Arcades may be making a comeback (if the new game rooms at Fashion Square’s Hershey bowling alley and Universal’s Cabana Bay hotel are any indication) and Bandai Namco’s Star Wars: Battle Pods is leading the way. Gamers have relived the Death Star trench run before, as far back as Atari’s 1983 wireframe coin-op, but never before in a mini-IMAX dome that completely envelops your vision for virtual reality-style immersion. Curved screens were a common theme at IAAPA 2014, with everything from dinosaur shooting galleries to demolition derby simulators sporting semi-circular visuals.
Another trend in arcade screens is duplicating the one in your pocket. Joining Jetpack Joyride, Fruit Ninja and Temple Run are super-sized smartphone apps Subway Surfers, Candy Crush and Flappy Bird (both official and cloned).

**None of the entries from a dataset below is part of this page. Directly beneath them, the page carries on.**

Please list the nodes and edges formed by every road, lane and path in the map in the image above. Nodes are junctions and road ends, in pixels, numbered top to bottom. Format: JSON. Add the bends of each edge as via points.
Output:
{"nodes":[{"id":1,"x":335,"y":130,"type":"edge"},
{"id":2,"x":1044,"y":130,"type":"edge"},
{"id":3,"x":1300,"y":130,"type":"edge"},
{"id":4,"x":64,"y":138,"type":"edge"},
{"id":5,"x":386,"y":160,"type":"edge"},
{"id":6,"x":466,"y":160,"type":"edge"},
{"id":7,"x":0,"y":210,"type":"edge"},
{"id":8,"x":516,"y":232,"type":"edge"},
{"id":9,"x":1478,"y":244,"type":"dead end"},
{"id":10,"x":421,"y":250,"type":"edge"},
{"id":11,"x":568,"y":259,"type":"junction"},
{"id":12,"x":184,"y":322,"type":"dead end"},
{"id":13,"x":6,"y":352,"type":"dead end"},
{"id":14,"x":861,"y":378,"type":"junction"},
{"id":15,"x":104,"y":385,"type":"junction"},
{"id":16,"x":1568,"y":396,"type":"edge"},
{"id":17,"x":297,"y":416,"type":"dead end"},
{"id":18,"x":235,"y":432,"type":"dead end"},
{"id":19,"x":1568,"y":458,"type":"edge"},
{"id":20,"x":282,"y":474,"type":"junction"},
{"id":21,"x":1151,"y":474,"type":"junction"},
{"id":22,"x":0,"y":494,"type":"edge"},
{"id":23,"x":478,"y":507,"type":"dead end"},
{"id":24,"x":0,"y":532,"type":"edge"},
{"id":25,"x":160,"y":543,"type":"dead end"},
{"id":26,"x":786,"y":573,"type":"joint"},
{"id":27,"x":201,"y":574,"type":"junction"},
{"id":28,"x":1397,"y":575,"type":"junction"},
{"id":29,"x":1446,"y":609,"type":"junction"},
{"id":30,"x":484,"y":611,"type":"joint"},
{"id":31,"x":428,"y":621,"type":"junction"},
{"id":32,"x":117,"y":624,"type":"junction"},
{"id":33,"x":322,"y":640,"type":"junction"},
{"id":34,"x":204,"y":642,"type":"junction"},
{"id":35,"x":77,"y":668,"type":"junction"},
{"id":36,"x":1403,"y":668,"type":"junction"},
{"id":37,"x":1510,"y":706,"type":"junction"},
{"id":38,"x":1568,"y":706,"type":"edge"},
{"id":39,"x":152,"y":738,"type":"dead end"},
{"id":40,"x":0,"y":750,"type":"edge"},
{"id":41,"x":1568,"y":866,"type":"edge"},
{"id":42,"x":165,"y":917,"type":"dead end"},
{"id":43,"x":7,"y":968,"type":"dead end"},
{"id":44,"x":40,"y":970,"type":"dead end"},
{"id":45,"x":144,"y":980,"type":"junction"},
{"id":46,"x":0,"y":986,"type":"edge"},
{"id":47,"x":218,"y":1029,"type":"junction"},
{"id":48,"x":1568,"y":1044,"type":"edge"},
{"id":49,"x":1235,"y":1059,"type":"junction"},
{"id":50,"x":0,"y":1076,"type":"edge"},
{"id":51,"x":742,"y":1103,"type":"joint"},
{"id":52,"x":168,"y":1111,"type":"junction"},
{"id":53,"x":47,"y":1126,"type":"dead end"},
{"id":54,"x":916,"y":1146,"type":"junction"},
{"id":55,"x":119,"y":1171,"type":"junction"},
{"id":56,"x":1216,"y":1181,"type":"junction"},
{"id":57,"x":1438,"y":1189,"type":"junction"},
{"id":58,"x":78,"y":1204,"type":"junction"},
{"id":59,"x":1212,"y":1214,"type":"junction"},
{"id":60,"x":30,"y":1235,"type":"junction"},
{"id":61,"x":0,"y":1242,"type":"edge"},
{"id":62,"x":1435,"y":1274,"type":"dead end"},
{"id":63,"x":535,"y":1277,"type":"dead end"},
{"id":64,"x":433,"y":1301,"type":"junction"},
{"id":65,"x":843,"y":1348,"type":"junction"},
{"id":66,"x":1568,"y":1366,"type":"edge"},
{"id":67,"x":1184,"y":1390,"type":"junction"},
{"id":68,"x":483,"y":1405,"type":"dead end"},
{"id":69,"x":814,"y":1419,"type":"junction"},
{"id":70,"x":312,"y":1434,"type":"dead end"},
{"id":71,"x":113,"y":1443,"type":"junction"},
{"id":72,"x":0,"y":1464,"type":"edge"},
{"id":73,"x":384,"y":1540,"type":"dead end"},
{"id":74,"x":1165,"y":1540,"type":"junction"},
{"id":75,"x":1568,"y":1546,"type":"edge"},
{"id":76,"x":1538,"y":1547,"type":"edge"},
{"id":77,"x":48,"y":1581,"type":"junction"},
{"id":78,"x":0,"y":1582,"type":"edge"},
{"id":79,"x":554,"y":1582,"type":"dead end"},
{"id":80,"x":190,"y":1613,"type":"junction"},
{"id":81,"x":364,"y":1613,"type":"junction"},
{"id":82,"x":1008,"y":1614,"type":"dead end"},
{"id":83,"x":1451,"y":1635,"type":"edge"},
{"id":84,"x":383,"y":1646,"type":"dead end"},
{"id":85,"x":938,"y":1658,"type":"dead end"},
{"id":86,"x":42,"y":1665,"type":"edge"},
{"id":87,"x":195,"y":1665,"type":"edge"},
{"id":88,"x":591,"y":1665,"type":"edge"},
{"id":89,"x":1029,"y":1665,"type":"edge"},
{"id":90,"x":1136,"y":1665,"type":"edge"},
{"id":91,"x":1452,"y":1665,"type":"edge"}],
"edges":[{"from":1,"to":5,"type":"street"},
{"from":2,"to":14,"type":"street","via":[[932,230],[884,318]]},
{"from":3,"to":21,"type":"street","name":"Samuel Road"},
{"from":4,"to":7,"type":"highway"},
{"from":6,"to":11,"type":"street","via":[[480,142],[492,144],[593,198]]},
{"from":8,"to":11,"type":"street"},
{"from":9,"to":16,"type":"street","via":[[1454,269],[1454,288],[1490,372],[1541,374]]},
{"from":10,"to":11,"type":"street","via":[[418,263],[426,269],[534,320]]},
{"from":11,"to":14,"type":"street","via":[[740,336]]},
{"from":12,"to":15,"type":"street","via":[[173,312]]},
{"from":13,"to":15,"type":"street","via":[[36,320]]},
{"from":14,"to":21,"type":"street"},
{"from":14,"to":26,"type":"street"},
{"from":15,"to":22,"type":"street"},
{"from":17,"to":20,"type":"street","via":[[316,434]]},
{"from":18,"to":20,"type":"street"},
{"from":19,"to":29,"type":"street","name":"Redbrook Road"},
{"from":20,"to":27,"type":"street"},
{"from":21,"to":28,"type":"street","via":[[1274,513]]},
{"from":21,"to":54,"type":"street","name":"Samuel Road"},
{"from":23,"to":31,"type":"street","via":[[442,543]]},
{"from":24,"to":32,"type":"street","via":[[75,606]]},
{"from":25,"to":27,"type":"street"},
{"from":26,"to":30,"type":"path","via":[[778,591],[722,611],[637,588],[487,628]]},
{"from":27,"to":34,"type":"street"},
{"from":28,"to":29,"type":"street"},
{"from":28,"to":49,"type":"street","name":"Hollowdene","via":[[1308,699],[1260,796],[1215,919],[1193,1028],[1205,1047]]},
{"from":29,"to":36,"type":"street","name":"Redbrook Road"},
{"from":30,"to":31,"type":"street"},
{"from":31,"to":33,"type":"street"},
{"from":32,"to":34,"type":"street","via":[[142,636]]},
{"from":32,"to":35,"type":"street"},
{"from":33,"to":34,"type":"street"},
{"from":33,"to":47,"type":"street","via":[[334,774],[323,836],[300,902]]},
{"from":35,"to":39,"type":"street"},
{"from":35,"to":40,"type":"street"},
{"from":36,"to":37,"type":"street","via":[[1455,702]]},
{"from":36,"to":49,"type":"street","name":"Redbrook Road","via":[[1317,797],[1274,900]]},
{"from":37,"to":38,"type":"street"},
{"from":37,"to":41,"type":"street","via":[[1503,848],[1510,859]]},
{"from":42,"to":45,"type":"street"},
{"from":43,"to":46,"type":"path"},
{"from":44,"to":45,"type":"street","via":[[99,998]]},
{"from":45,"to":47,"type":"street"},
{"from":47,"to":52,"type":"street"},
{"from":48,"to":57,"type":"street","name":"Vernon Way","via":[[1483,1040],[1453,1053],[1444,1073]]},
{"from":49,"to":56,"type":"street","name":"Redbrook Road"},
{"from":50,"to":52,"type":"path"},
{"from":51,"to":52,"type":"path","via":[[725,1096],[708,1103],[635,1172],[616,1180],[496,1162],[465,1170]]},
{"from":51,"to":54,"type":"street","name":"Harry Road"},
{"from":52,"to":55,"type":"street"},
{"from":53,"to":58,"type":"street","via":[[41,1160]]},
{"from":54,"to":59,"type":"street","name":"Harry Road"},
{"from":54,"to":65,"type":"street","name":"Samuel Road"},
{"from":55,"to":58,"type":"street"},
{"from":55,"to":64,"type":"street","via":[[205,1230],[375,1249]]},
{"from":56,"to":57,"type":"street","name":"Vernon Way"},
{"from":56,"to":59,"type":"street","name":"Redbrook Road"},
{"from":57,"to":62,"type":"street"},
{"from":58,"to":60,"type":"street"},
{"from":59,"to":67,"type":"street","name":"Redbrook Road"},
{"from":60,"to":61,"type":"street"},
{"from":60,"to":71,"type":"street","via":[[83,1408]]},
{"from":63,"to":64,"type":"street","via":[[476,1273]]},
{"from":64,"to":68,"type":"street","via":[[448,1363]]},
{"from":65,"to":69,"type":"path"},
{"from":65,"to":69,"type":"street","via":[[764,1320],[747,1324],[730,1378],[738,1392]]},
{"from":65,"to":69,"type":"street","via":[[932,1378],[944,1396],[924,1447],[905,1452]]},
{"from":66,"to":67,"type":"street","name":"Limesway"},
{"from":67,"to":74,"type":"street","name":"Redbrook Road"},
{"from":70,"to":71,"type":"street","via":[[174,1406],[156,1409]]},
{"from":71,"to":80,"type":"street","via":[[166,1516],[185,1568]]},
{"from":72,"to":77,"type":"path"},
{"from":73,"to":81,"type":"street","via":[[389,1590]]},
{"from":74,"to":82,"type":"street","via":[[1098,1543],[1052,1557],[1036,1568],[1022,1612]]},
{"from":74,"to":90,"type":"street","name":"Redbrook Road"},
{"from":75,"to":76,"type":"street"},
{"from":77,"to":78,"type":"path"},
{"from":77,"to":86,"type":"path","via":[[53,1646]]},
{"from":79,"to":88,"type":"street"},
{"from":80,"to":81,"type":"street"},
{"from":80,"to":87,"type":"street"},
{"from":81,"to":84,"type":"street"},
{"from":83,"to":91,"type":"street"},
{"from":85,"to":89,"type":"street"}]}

For an experience you can’t get on your iDevice, Ocean’s water-gun games, ICE’s exhausting Kung Fu Panda Dojo Mojo and Imply’s Flintstones Yabba Dabba Doo! Bowling provide a more tactile type of entertainment.
I didn’t find as many attractive new treats to taste as I have at past IAAPAs, which was unfortunate since I missed lunch while walking the convention aisles for over five hours straight. There was the usual assortment of pizzas (with long lines that far outstripped the value of the food offered), mini donuts, and pretzel nuggets cooked in “oil-less fryers.” The buzziest snack was the Honolulu Hot Dog (a pineapple-bacon sausage drenched in a multitude of relishes), but I never got my hands on one. Another treat I didn’t dare taste was a new style of cylindrical cake cone into which soft serve was injected, like filling a sausage casing. The long line of people waiting to try it testified that there may be a market, but I’d prefer not to eat my ice cream out of a shed snakeskin. But my favorite IAAPA edible experience came at the prominent Coca-Cola booth, where I stopped for a free cup of Freestyle (vanilla root beer FTW) just as the Coke polar bear emerged. Hugging a CGI commercial icon in the 7-foot-tall flesh (or faux fur)? Now that’s magic.